US strengthens position in Turkish market
The USA significantly expanded its presence in Turkiye’s scrap market during Q1, with the US emerging as the country’s single-largest scrap supplier. US-origin scrap imports surged by 111% q-o-q to nearly 0.99 mnt during the quarter, supported by relatively competitive cargo availability and weaker buying activity from traditional Asian consumers such as Bangladesh.
Market participants noted that US-origin cargoes remained one of the most reliable deep-sea supply sources despite elevated freight costs. However, Turkish mills turned increasingly cautious during March as weak finished steel demand and sufficient earlier bookings reduced fresh cargo requirement.
Europe remains dominant supplier
Europe remained Turkiye’s largest scrap sourcing region during Q1, supplying around 2.5-3 mnt of total imports (nearly 60%). However, shipments from several European suppliers declined y-o-y due to winter-related collection disruptions, weaker dock inflows, tight scrap availability, and higher logistics costs. A stronger euro against the US dollar also raised the landed cost of European-origin cargoes for Turkish buyers.
Within Europe, Romania-origin scrap imports rose sharply by 65% q-o-q to around 0.38 mnt, while Denmark-origin shipments increased by 18%, supported by diversified sourcing strategies among Turkish mills. In contrast, imports from the UK, Netherlands, and Belgium declined significantly due to lower export availability and cautious booking activity.
Steel production rises
Turkish crude steel production increased by 5.3% y-o-y to around 9.74 mnt in Q1 CY’26, supported by stronger domestic demand and improved flat steel production. In March alone, output rose by 6% y-o-y to 3.3 mnt. However, production declined q-o-q from 10.05 mnt recorded in Q4 CY’25, which kept the imported scrap demand equation largely balanced compared to the previous quarter.
Domestic scrap generation also remained stable during the quarter, increasing marginally by 0.3% y-o-y to 2.91 mnt, while total scrap consumption rose by 0.39% to 7.64 mnt. The marginal increase in both domestic generation and scrap consumption supported steady raw material procurement by Turkish mills despite cautious market conditions.

Billet competition pressures scrap demand
Despite improving steel output, Turkish mills remained cautious in scrap procurement due to narrowing steel margins and intense competition from billet flowing in from Asia and the CIS region.
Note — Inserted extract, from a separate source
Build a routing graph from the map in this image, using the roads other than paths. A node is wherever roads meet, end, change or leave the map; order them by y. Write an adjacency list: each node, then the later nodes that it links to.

Chinese billet offers near $455-460/t CFR Turkiye, continued to pressure imported scrap demand, making semi-finished steel imports comparatively attractive for mills.
As a result, Turkiye’s billet imports increased by 4.4% y-o-y during Q1 CY2026, while pig iron imports surged by 51% y-o-y amid stronger demand for alternative metallics. At the same time, billet exports improved due to reduced Iranian steel output and stronger semis demand from MENA buyers.

Outlook
Turkish imported scrap demand is expected to remain cautious during Q2 of this year as mills continue facing pressure from weak domestic construction activity, volatile export markets, rising financing costs, and geopolitical uncertainty. Turkish mills are expected to maintain controlled procurement strategies while closely monitoring freight movements, steel margins, and semis pricing trends.
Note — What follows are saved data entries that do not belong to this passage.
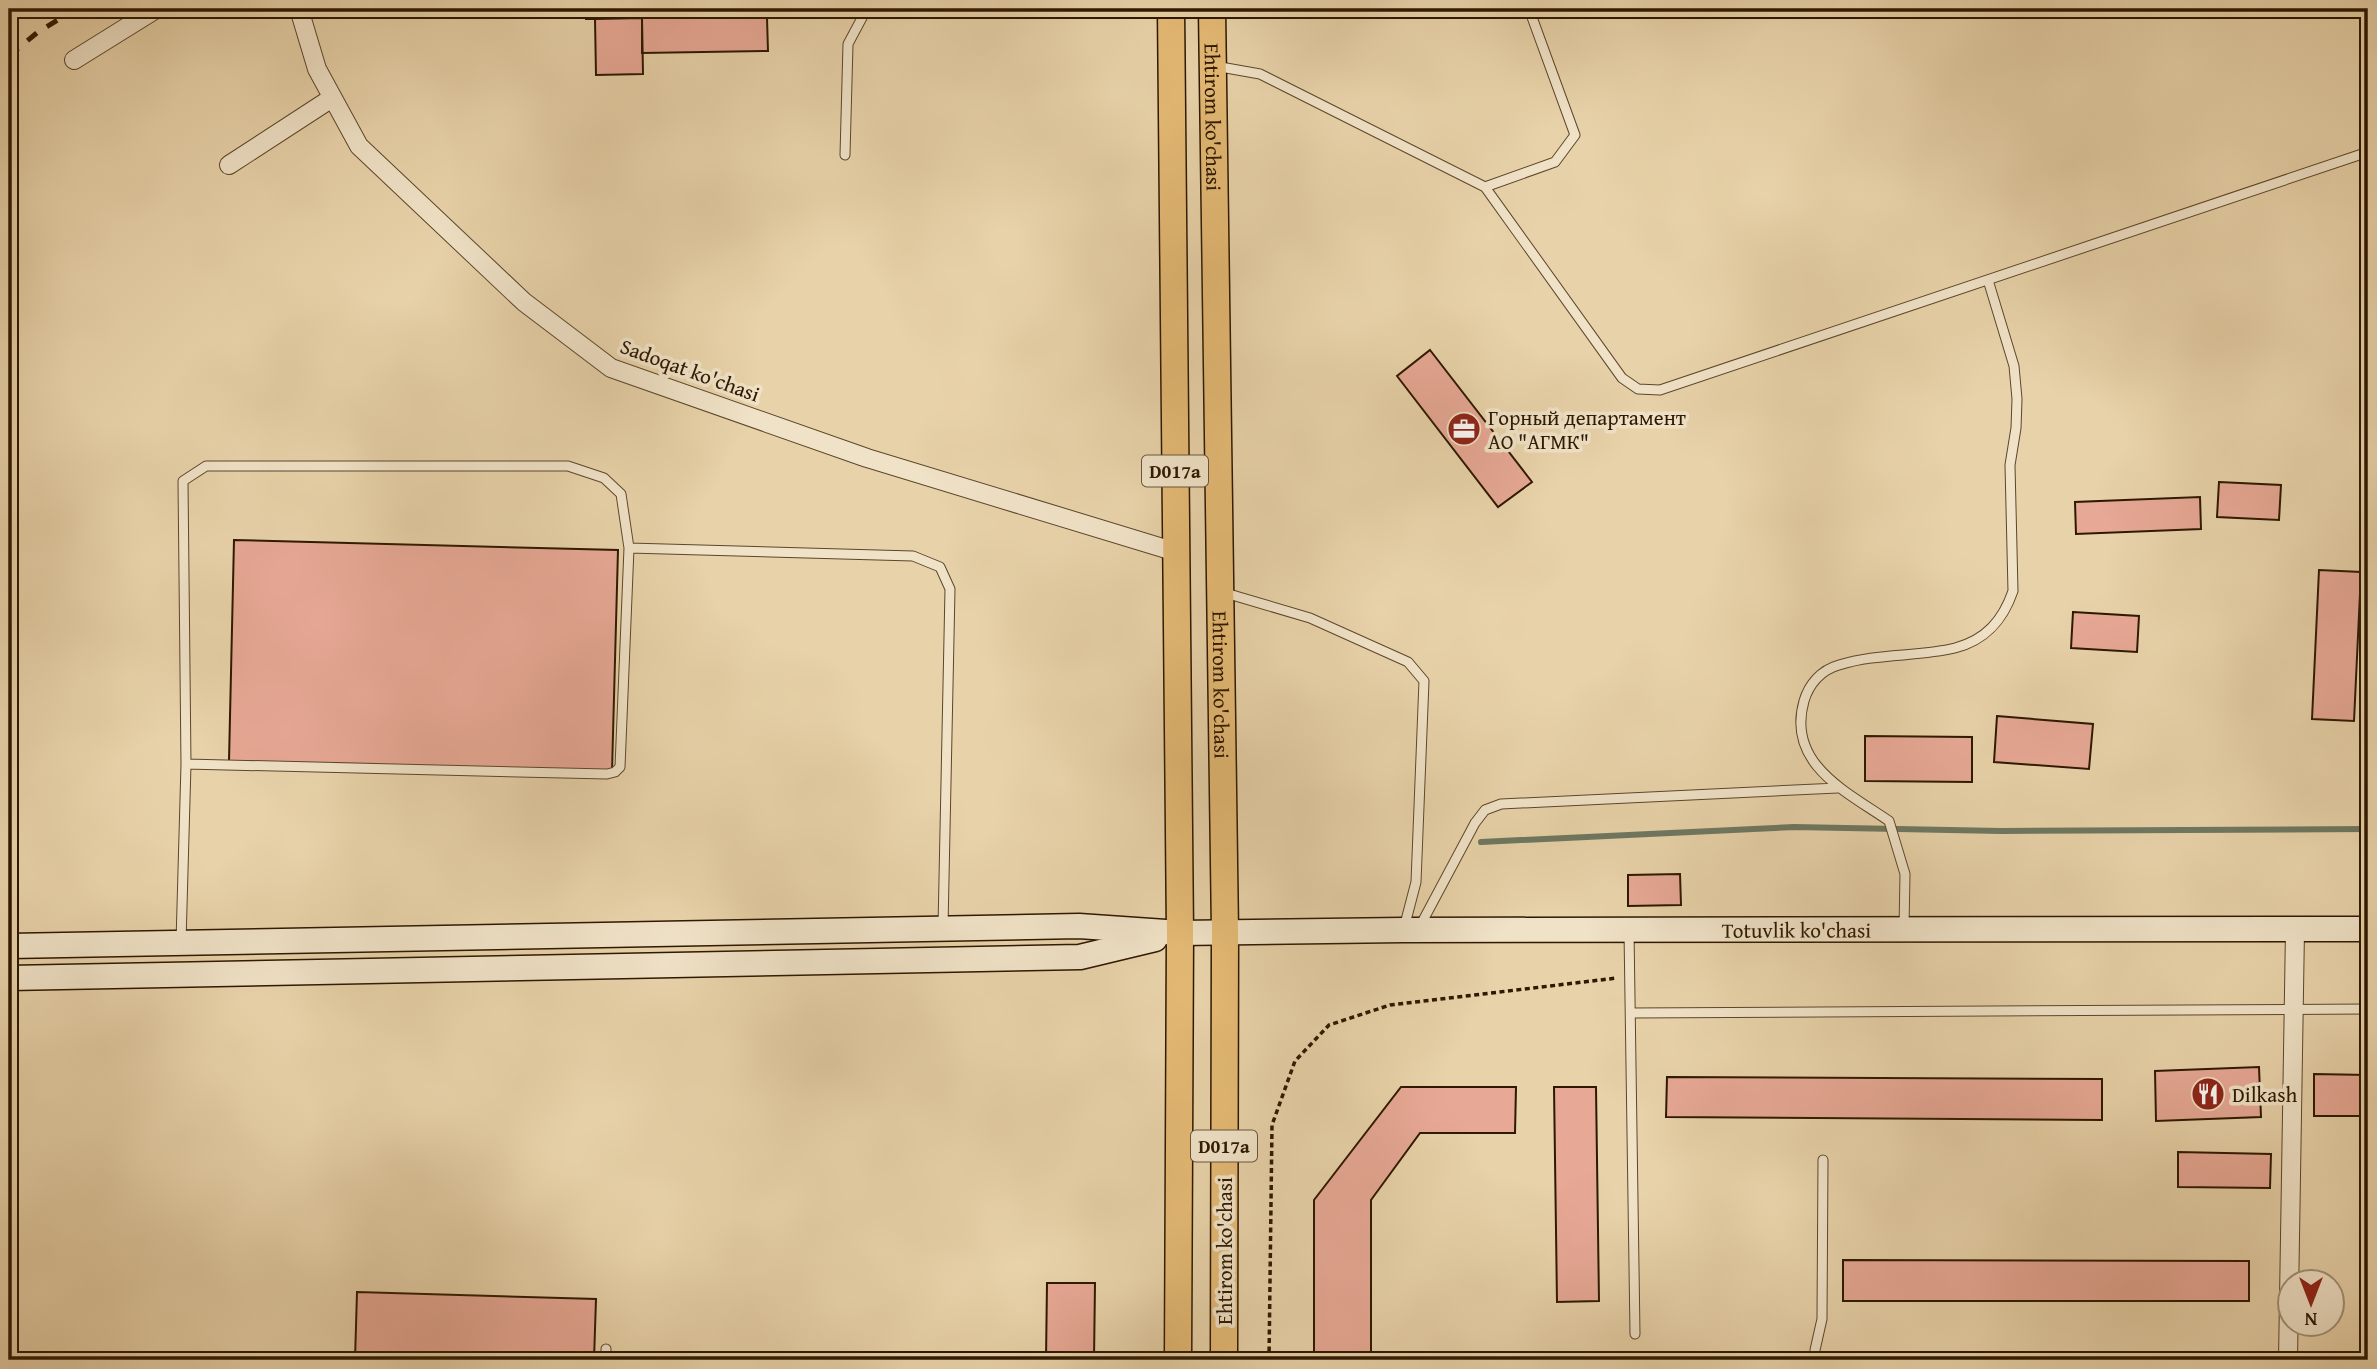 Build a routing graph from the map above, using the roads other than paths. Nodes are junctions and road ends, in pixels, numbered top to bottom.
1 (156, 9) edge
2 (299, 9) edge
3 (873, 9) edge
4 (1171, 9) edge
5 (1212, 9) edge
6 (1528, 9) edge
7 (74, 61) dead end
8 (1213, 65) junction
9 (332, 98) junction
10 (2368, 152) edge
11 (845, 155) dead end
12 (229, 165) dead end
13 (1485, 187) junction
14 (1988, 280) junction
15 (629, 548) junction
16 (1176, 552) junction
17 (1220, 592) junction
18 (186, 764) junction
19 (1838, 788) junction
20 (943, 929) junction
21 (1904, 929) junction
22 (2368, 929) edge
23 (1410, 930) junction
24 (1629, 930) junction
25 (2295, 930) junction
26 (1225, 932) junction
27 (1180, 933) junction
28 (181, 944) junction
29 (9, 946) edge
30 (9, 978) edge
31 (2293, 1009) junction
32 (2368, 1009) edge
33 (1631, 1013) junction
34 (1823, 1160) dead end
35 (1635, 1334) dead end
36 (606, 1349) dead end
37 (606, 1360) edge
38 (1178, 1360) edge
39 (1224, 1360) edge
40 (1815, 1360) edge
41 (2288, 1360) edge

1 - 7 street
2 - 9 street, Sadoqat ko'chasi
3 - 11 lane
4 - 16 main road, Ehtirom ko'chasi / D017a
5 - 8 main road, Ehtirom ko'chasi / D017a
6 - 13 lane
8 - 13 lane
8 - 17 main road, Ehtirom ko'chasi / D017a
9 - 12 street
9 - 16 street, Sadoqat ko'chasi
10 - 14 lane
13 - 14 lane
14 - 19 lane
15 - 18 lane
15 - 18 lane
15 - 20 lane
16 - 27 main road, Ehtirom ko'chasi / D017a
17 - 23 lane
17 - 26 main road, Ehtirom ko'chasi / D017a
18 - 28 lane
19 - 21 lane
19 - 23 lane
20 - 27 main road
20 - 28 main road
21 - 24 main road, Totuvlik ko'chasi
21 - 25 main road, Totuvlik ko'chasi
22 - 25 main road, Totuvlik ko'chasi
23 - 24 main road, Totuvlik ko'chasi
23 - 26 main road, Totuvlik ko'chasi
24 - 33 lane
25 - 31 street
26 - 27 main road, Totuvlik ko'chasi
26 - 39 main road, Ehtirom ko'chasi / D017a
27 - 30 main road
27 - 38 main road, Ehtirom ko'chasi / D017a
28 - 29 main road
31 - 32 lane
31 - 33 lane
31 - 41 street
33 - 35 lane
34 - 40 lane
36 - 37 lane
Seasonal tightness in European scrap collection and elevated freight costs are likely to continue supporting imported scrap prices in the upcoming days. At the same time, billet arrivals from Russia, Asia, and the MENA region are expected to remain firm as previously booked cargoes continue reaching Turkish ports. However, fresh billet bookings may gradually slow if long steel demand remains inconsistent and global semi-finished prices weaken further.
Market participants expect imported HMS 80:20 prices to remain largely firm during Q2 CY2026. However, any further escalation in Middle East tensions or additional disruptions around the Strait of Hormuz could sharply increase freight premiums, bunker fuel costs, and insurance rates again, potentially pushing imported scrap prices higher across the region. Geopolitical risks, freight economics, and competition from semis are expected to remain the key factors shaping Turkiye’s raw material trade flows during the coming quarter.